SAN BENEDETTO DEL TRONTO – A seguito dell’affondamento del motopeschereccio “Rita Evelin”, costato la vita ai tre marinai Francesco Annibali, Ounis Gasmi e Luigi Luchetti, è sospesa la “Notte bollente” prevista per sabato 28 ottobre, iniziativa di prevenzione del disagio giovanile che era stata organizzata dal Comune di San Benedetto-assessorato alle Politiche sociali, con la collaborazione dell’Ambito sociale 21 e della Asur 12.

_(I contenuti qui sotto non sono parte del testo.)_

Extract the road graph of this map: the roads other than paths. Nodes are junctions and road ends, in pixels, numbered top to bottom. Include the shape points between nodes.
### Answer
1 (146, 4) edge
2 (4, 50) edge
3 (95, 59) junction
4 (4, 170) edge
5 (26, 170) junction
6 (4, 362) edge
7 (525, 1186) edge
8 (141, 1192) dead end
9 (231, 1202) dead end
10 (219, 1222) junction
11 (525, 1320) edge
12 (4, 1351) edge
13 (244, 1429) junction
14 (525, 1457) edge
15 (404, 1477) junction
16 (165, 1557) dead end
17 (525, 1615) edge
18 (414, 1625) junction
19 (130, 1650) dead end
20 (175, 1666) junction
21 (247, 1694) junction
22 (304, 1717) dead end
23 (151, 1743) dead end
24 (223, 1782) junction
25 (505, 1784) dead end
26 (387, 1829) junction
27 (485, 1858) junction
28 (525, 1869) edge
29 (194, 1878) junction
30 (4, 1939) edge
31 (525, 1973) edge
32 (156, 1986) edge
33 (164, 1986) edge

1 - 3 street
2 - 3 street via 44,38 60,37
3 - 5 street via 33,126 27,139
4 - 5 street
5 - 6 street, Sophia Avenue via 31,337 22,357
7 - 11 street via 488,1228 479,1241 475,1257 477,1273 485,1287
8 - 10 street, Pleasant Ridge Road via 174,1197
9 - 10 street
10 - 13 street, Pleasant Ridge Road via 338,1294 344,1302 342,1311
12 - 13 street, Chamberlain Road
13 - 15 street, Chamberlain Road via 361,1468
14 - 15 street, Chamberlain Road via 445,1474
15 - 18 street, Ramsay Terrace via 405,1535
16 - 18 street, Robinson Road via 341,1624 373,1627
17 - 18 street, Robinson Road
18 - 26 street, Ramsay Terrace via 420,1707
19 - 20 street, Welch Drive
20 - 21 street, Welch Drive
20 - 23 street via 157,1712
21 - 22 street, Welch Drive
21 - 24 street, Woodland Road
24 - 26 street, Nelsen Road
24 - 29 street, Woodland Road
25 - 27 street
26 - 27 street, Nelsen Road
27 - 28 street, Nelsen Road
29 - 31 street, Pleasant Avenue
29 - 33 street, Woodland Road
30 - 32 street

«Rinviare questa manifestazione era quantomeno doveroso mentre la città è colpita dall’ennesima tragedia del mare», afferma il sindaco Gaspari, «Ancora una volta le famiglie dei pescatori vengono sconvolte da una disgrazia che non è soltanto un incidente sul lavoro, ma il tributo stesso della nostra comunità all’elemento cui è legata da sempre: appunto il mare, sul quale San Benedetto ha basato le sue fortune, in cambio di molti lutti. Alle famiglie dei tre marinai esprimiamo le condoglianze più sentite, da parte dell’amministrazione e di tutta la città. Abbiamo a volte l’illusoria impressione che certe sventure siano soprattutto legate al passato, pensiamo che la tecnica renda oggi sicura la navigazione, e ogni volta siamo riportati alla realtà della durezza e del rischio del lavoro in mare. Sono particolarmente provato, anche perché dal giorno in cui mi sono insediato è la seconda analoga tragedia che si verifica, dopo quella del “Vito padre”».
«Avevamo predisposto una iniziativa di prevenzione del disagio giovanile che svolgeremo in un altro momento», dice da parte sua l’assessore alle Politiche sociali Loredana Emili, «Nella nostra come in tutte le città ci sono diverse fasce della popolazione a rischio per uno o più fattori, che cerchiamo appunto di prevenire. Ma il mare, che rappresenta il grande orizzonte di San Benedetto verso est, sembra a volte sovrastare la vita a terra con eventi tanto più sconvolgenti in quanto si verificano improvvisamente, addirittura in assenza di condizioni meteo avverse».